Se prima l’occhio dei Sikth si era posato sulla natura, umanizzandola, vestendola di veleno e rimpianti, pronta ad esplodere da un momento all’altro contro l’essere umano, ora la lente ha zoomato sulle città, le strade, l’informazione, la cultura, i miti e le paure. Nebbie e navi inabissanti. Tutto quello che è “human” provoca una rabbia sempre maggiore nei cinque inglesi di Watford (Hertfordshire).
Con “Death Of A Dead Day” (2006 @ Bieler Bros.) i ragazzi abbandonano quell’atteggiamento a volte ironico e irriverente per diventare più seri e arrabbiati. Non ci sono più alberi parlanti, dialoghi fra folletti dei boschi e altre amenità (certe immagini sonore del primo lavoro sarebbero state perfette per la marcia degli Ent di Tolkien). Qui si scende in strada per lottare contro un’altra foresta, di cemento. “Bland Street Bloom” primo singolo, è uno dei pezzi più potenti e ben suonati che il gruppo abbia mai presentato. Un ritmo forsennato che lascia fiato solo nel sincopatissimo ritornello. Qui si vedono i Sikth più genuini.

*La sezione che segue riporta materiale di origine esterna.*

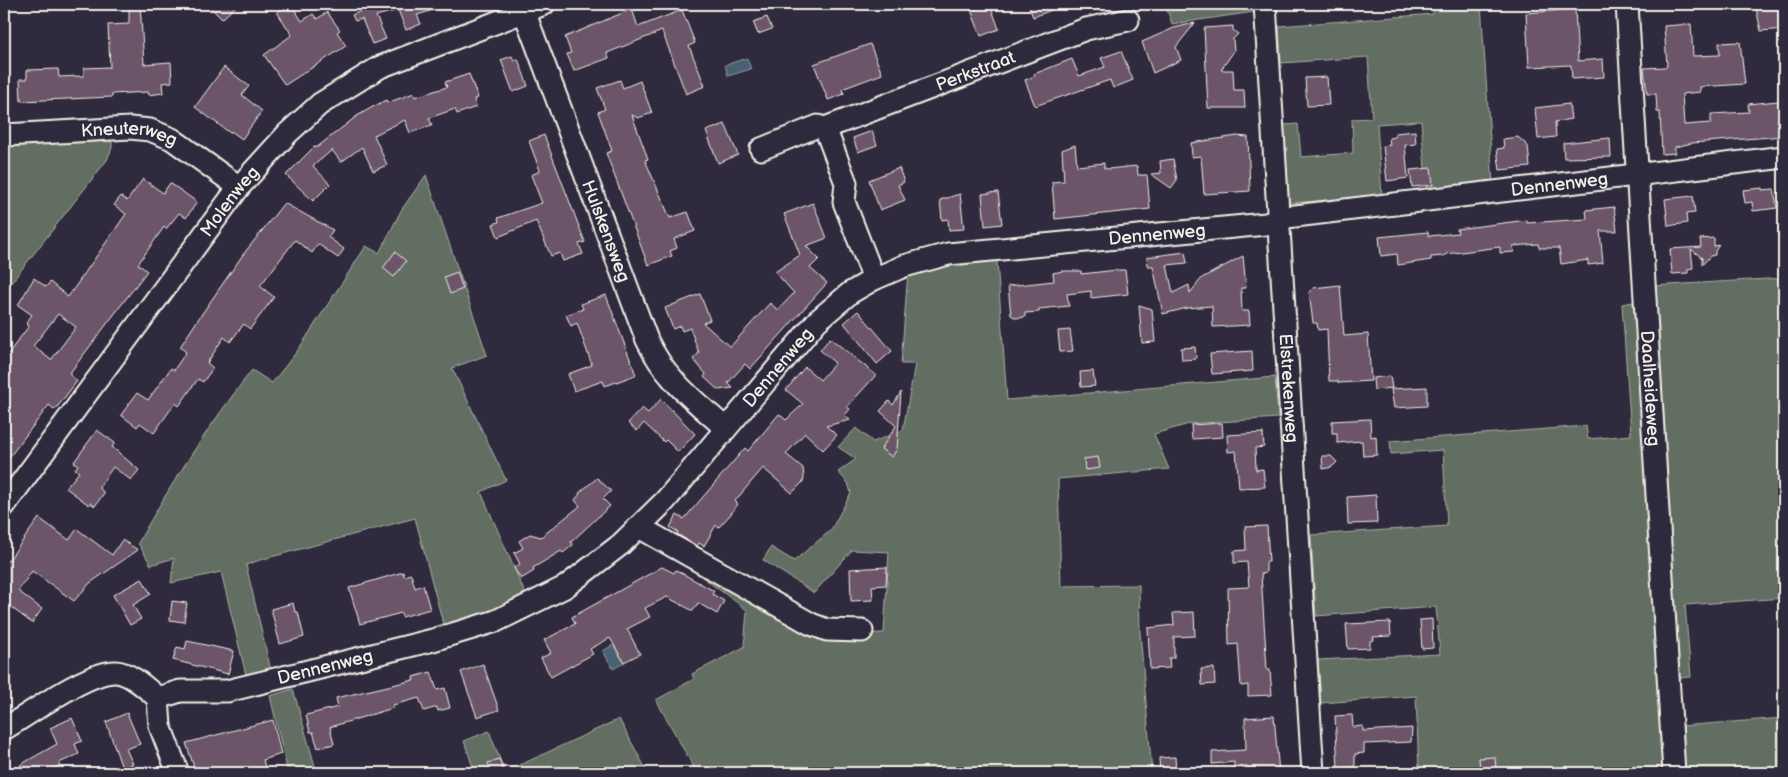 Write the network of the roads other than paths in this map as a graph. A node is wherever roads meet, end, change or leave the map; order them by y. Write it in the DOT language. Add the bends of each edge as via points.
graph roads {
  1 [pos="1265,4"];
  2 [pos="1631,5"];
  3 [pos="534,8"];
  4 [pos="1128,20"];
  5 [pos="825,128"];
  6 [pos="4,135"];
  7 [pos="761,149"];
  8 [pos="1784,157"];
  9 [pos="1636,175"];
  10 [pos="239,187"];
  11 [pos="1278,220"];
  12 [pos="874,279"];
  13 [pos="725,428"];
  14 [pos="4,506"];
  15 [pos="639,527"];
  16 [pos="862,631"];
  17 [pos="158,698"];
  18 [pos="4,729"];
  19 [pos="178,773"];
  20 [pos="1313,773"];
  21 [pos="1674,773"];
  1 -- 11 [label="street, Elstrekenweg"];
  2 -- 9 [label="street, Daalheideweg"];
  3 -- 10 [label="street, Molenweg" via="380,67 346,86 288,133"];
  3 -- 13 [label="street, Hulskensweg" via="647,340 670,378"];
  4 -- 5 [label="street, Perkstraat" via="1086,30"];
  5 -- 7 [label="street, Perkstraat" via="818,126"];
  5 -- 12 [label="street" via="846,183 844,202"];
  6 -- 10 [label="street, Kneuterweg" via="130,128 150,130 172,139"];
  8 -- 9 [label="street, Dennenweg"];
  9 -- 11 [label="street, Dennenweg"];
  9 -- 21 [label="street, Daalheideweg"];
  10 -- 14 [label="street, Molenweg"];
  11 -- 12 [label="street, Dennenweg" via="1266,224 948,254 904,266"];
  11 -- 20 [label="street, Elstrekenweg"];
  12 -- 13 [label="street, Dennenweg" via="850,293 817,321"];
  13 -- 15 [label="street, Dennenweg" via="665,502"];
  15 -- 16 [label="street" via="811,624 827,630"];
  15 -- 17 [label="street, Dennenweg" via="565,587 496,622 281,680 227,691 180,691"];
  17 -- 18 [label="street" via="134,679 117,672 92,676"];
  17 -- 19 [label="street" via="160,726"];
}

Quello che salta subito all’orecchio è il decisivo abbassamento della tonalità dell’intero lavoro. I mali umani hanno stremato al tal punto i Sikth che si sono lasciati prendere la mano. Il mood è decisamente più cupo e opprimente e il titolo dell’album è assolutamente esplicativo del senso di “morte dentro”. Un basso ed una batteria che non lasciano scampo imprigionandoti in un groviglio di metallo dal quale è veramente faticoso districarsi. Di luci se ne vedono poche fra mura, insegne stradali e grattaceli. I giochi a due voci dell’album d’esordio sono quasi spariti. I due cantati hanno diminuito l’escursione nell’interpretazione dei testi, risultando molto più omogenei e per questo meno divertenti. La cosa che lascia più perplessi è l’inserimento di coretti a due voci (“Summer Rain”), assolutamente non presenti nel primo lavoro, che starebbero bene in un disco Punk alla NoFx, ma che in un disco “spinto-metal” minano la dinamicità del flusso. Si è passati ad uno stile molto più granitico a scapito di quella sperimentazione e skizofrenia che li aveva avvicinati ai Dillinger Escape Plan o agli Slipknot più malati (“Tattered And Torn”).

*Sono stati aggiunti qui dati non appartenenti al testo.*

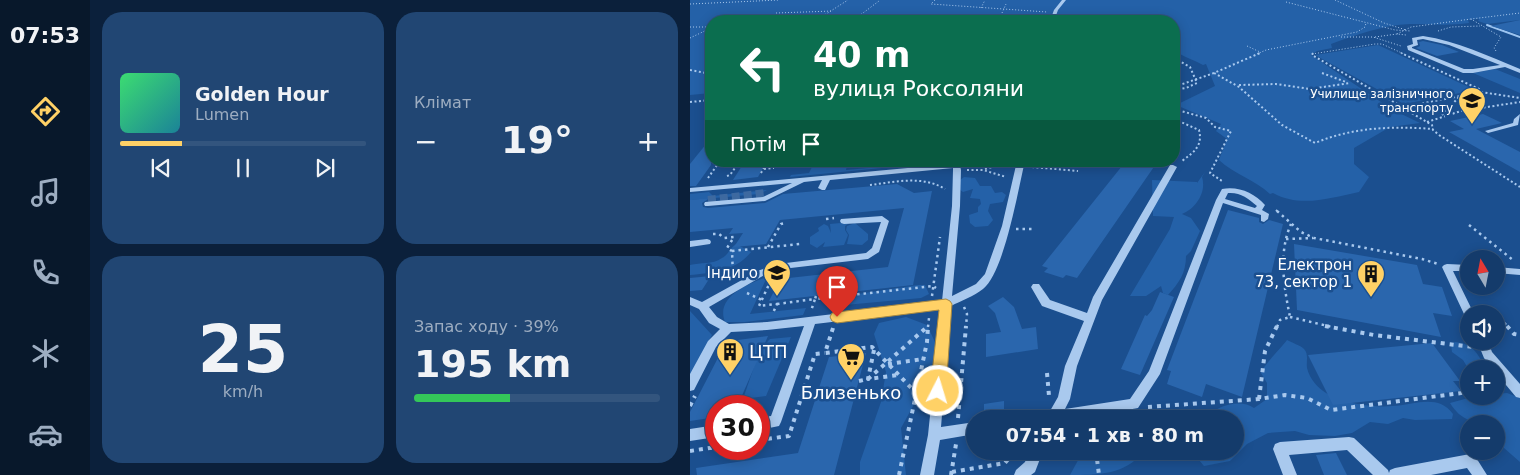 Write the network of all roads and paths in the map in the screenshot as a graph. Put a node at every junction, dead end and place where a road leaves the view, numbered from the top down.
1 (766, 0) edge
2 (778, 0) edge
3 (848, 0) edge
4 (935, 0) edge
5 (986, 0) edge
6 (1064, 0) edge
7 (1335, 0) edge
8 (879, 1) edge
9 (1286, 2) dead end
10 (690, 4) edge
11 (1006, 4) dead end
12 (982, 8) junction
13 (1003, 10) junction
14 (834, 11) junction
15 (1056, 12) junction
16 (776, 13) dead end
17 (1002, 13) dead end
18 (1520, 13) edge
19 (826, 15) edge
20 (860, 15) edge
21 (1055, 15) edge
22 (1471, 19) junction
23 (1366, 23) junction
24 (1482, 26) junction
25 (690, 27) edge
26 (705, 28) edge
27 (1406, 30) junction
28 (705, 31) edge
29 (1402, 31) junction
30 (1397, 34) junction
31 (1337, 37) junction
32 (1373, 37) junction
33 (1420, 37) junction
34 (690, 38) edge
35 (1247, 46) dead end
36 (1410, 48) junction
37 (1260, 52) junction
38 (1180, 59) edge
39 (1504, 65) junction
40 (690, 70) edge
41 (1520, 71) edge
42 (705, 73) edge
43 (1214, 73) junction
44 (1322, 73) dead end
45 (1239, 85) junction
46 (1180, 86) edge
47 (1180, 88) edge
48 (1481, 92) junction
49 (1459, 96) junction
50 (1520, 98) edge
51 (705, 101) edge
52 (690, 102) edge
53 (1520, 102) edge
54 (1403, 105) junction
55 (1180, 111) edge
56 (1441, 116) junction
57 (1520, 116) edge
58 (1180, 122) edge
59 (1427, 122) junction
60 (1518, 125) edge
61 (1432, 129) junction
62 (1488, 131) dead end
63 (1180, 163) edge
64 (716, 167) edge
65 (736, 167) edge
66 (783, 167) edge
67 (910, 167) edge
68 (956, 167) edge
69 (963, 167) edge
70 (997, 167) edge
71 (1020, 167) edge
72 (1044, 167) edge
73 (775, 168) dead end
74 (1173, 168) edge
75 (764, 169) joint
76 (983, 170) junction
77 (1078, 171) dead end
78 (761, 174) dead end
79 (827, 177) junction
80 (724, 178) dead end
81 (712, 179) dead end
82 (807, 179) junction
83 (794, 180) junction
84 (775, 182) junction
85 (909, 182) dead end
86 (1016, 182) junction
87 (936, 183) junction
88 (942, 183) dead end
89 (1520, 187) edge
90 (822, 188) dead end
91 (1230, 189) junction
92 (690, 190) edge
93 (946, 190) dead end
94 (766, 193) tunnel mouth
95 (1220, 200) junction
96 (708, 204) dead end
97 (1260, 207) joint
98 (826, 219) dead end
99 (1264, 219) dead end
100 (840, 220) joint
101 (786, 223) dead end
102 (1291, 224) junction
103 (1469, 225) dead end
104 (941, 229) dead end
105 (1004, 229) junction
106 (1034, 229) dead end
107 (708, 238) joint
108 (1314, 238) junction
109 (1286, 239) junction
110 (690, 244) edge
111 (800, 244) dead end
112 (768, 247) junction
113 (732, 251) junction
114 (776, 267) junction
115 (1447, 267) junction
116 (1460, 268) edge
117 (1505, 271) edge
118 (1519, 272) edge
119 (933, 286) junction
120 (734, 288) junction
121 (1036, 288) dead end
122 (816, 298) junction
123 (932, 298) dead end
124 (958, 298) junction
125 (946, 299) junction
126 (690, 301) edge
127 (776, 304) junction
128 (1465, 305) edge
129 (703, 306) junction
130 (930, 316) dead end
131 (1290, 317) junction
132 (1088, 318) junction
133 (809, 323) junction
134 (1505, 324) edge
135 (767, 326) junction
136 (928, 326) junction
137 (728, 328) junction
138 (1520, 335) edge
139 (1460, 343) edge
140 (874, 349) junction
141 (1488, 350) edge
142 (923, 360) junction
143 (888, 363) junction
144 (1047, 373) dead end
145 (898, 375) junction
146 (858, 380) dead end
147 (868, 380) junction
148 (694, 388) edge
149 (916, 393) junction
150 (1460, 393) edge
151 (1520, 393) edge
152 (1259, 399) junction
153 (1046, 403) dead end
154 (1134, 404) junction
155 (690, 406) edge
156 (1057, 410) edge
157 (1096, 410) edge
158 (958, 422) dead end
159 (770, 423) edge
160 (966, 430) edge
161 (705, 432) edge
162 (690, 434) edge
163 (934, 435) junction
164 (705, 449) edge
165 (956, 449) dead end
166 (690, 451) edge
167 (1008, 460) edge
168 (1033, 460) edge
169 (1097, 460) edge
170 (951, 474) edge
171 (899, 475) edge
172 (927, 475) edge
173 (1021, 475) edge
174 (1099, 475) edge
175 (1290, 475) edge
176 (1383, 475) edge
177 (1395, 475) edge
178 (1480, 475) edge

1 - 2 path
1 - 10 path
3 - 14 path
4 - 12 path
5 - 12 path
6 - 15 lane
7 - 27 path
8 - 20 path
9 - 23 path
11 - 13 path
12 - 13 path
13 - 15 path
13 - 17 path
14 - 16 path
14 - 19 path
15 - 21 lane
18 - 22 path
22 - 24 path
22 - 27 path
23 - 29 path
23 - 31 path
24 - 33 path
24 - 39 path
25 - 26 path
27 - 29 path
27 - 29 path
28 - 34 path
29 - 30 path
30 - 32 path
30 - 33 path
31 - 32 path
31 - 37 path
32 - 36 path
33 - 36 lane
33 - 39 lane
35 - 37 path
36 - 39 lane
37 - 43 path
38 - 47 path
39 - 41 street
40 - 42 path
43 - 45 path
43 - 46 path
44 - 45 path
45 - 61 path
48 - 49 path
48 - 50 path
48 - 54 path
49 - 54 path
49 - 56 path
51 - 52 path
53 - 56 path
54 - 59 path
55 - 91 path
56 - 59 path
57 - 60 lane
58 - 63 path
59 - 61 path
60 - 62 lane
61 - 89 path
64 - 81 path
65 - 80 path
66 - 84 lane
67 - 79 lane
68 - 125 lane
69 - 76 path
70 - 76 path
71 - 86 lane
72 - 77 path
73 - 75 path
74 - 132 lane
75 - 78 path
76 - 86 path
79 - 82 lane
79 - 90 lane
82 - 83 lane
82 - 96 lane
83 - 84 lane
83 - 94 lane
84 - 92 lane
85 - 87 path
86 - 105 lane
87 - 88 path
87 - 93 path
91 - 95 lane
91 - 97 lane
95 - 99 street
95 - 154 lane
97 - 102 path
98 - 100 path
100 - 114 lane
101 - 112 path
102 - 108 path
102 - 109 path
103 - 118 path
104 - 119 path
105 - 106 path
105 - 124 lane
107 - 110 lane
107 - 113 path
108 - 109 path
108 - 115 path
109 - 131 path
111 - 112 path
112 - 113 path
113 - 120 path
114 - 120 lane
114 - 127 path
115 - 116 lane
115 - 128 lane
117 - 118 lane
119 - 122 path
119 - 123 path
119 - 125 path
120 - 129 lane
121 - 132 street
122 - 127 path
122 - 133 path
124 - 125 lane
124 - 158 path
125 - 133 lane
125 - 163 street
126 - 129 lane
127 - 135 path
129 - 137 lane
130 - 136 path
131 - 139 path
131 - 152 path
132 - 156 lane
133 - 135 lane
133 - 140 path
133 - 159 lane
134 - 138 path
135 - 137 lane
136 - 142 path
136 - 143 path
137 - 148 lane
140 - 143 path
140 - 147 path
141 - 151 lane
142 - 143 path
142 - 149 path
143 - 145 path
143 - 147 path
144 - 153 path
145 - 147 path
145 - 149 path
146 - 147 path
148 - 155 path
149 - 171 path
150 - 152 path
152 - 154 path
154 - 157 lane
160 - 163 street
161 - 162 lane
163 - 172 street
164 - 166 path
165 - 170 path
167 - 170 path
168 - 173 lane
169 - 174 path
175 - 176 lane
177 - 178 lane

Nel martellamento generale delle prime tracce spicca la melodia coinvolgente di “In This Light” in cui la speranza di una luce imperitura (“Like it won't ever rain here, In this light, In this light”) viene offuscata dai cambi umorali delle chitarre (“Let me sit right there, Sail, As the water lays under our skye”). Ma è solo un attimo che “Sanguine Seas Of Bigotry” , posta a metà disco, ti prende per le orecchie e ti ributta nel caos. Il doppio pedale ti schiaffeggia e ti rimette davanti alla realtà.
Le canzoni filano abbastanza lisce ma rimane un certo amaro in bocca ed è molto difficile a volte distinguerle una dall’altra. Il gruppo sembra imprigionato in quattro mura mentre osserva dalla finestra appannata la vegetazione moderna contorcersi su se stessa, senza capire cosa sia cosa. Ci vengono lasciati pochi momenti di ampio respiro come l’appassionata “Where Do We Fall?” che richiama in parte “The Peep Show” del primo album e la bella “When The Moment’s Gone” in cui le due voci, finalmente complementari, si lanci(na)ano in un ritornello lancinante. La tecnica è veramente impressionante come ci si aspetterebbe da cotanti musicisti ma una certa stanchezza compositiva affligge tutto il lavoro. Non a caso dopo la release di questo album il gruppo si scioglierà per permettere ai due cantanti, Mike Goodman e Justin Hill, di perseguire progetti da solisti.
In definitiva un disco riuscito a metà con molto tecnicismo e poche idee. Un vero peccato per una band che ben faceva sperare ma che forse non ha retto il suo stesso malessere interno.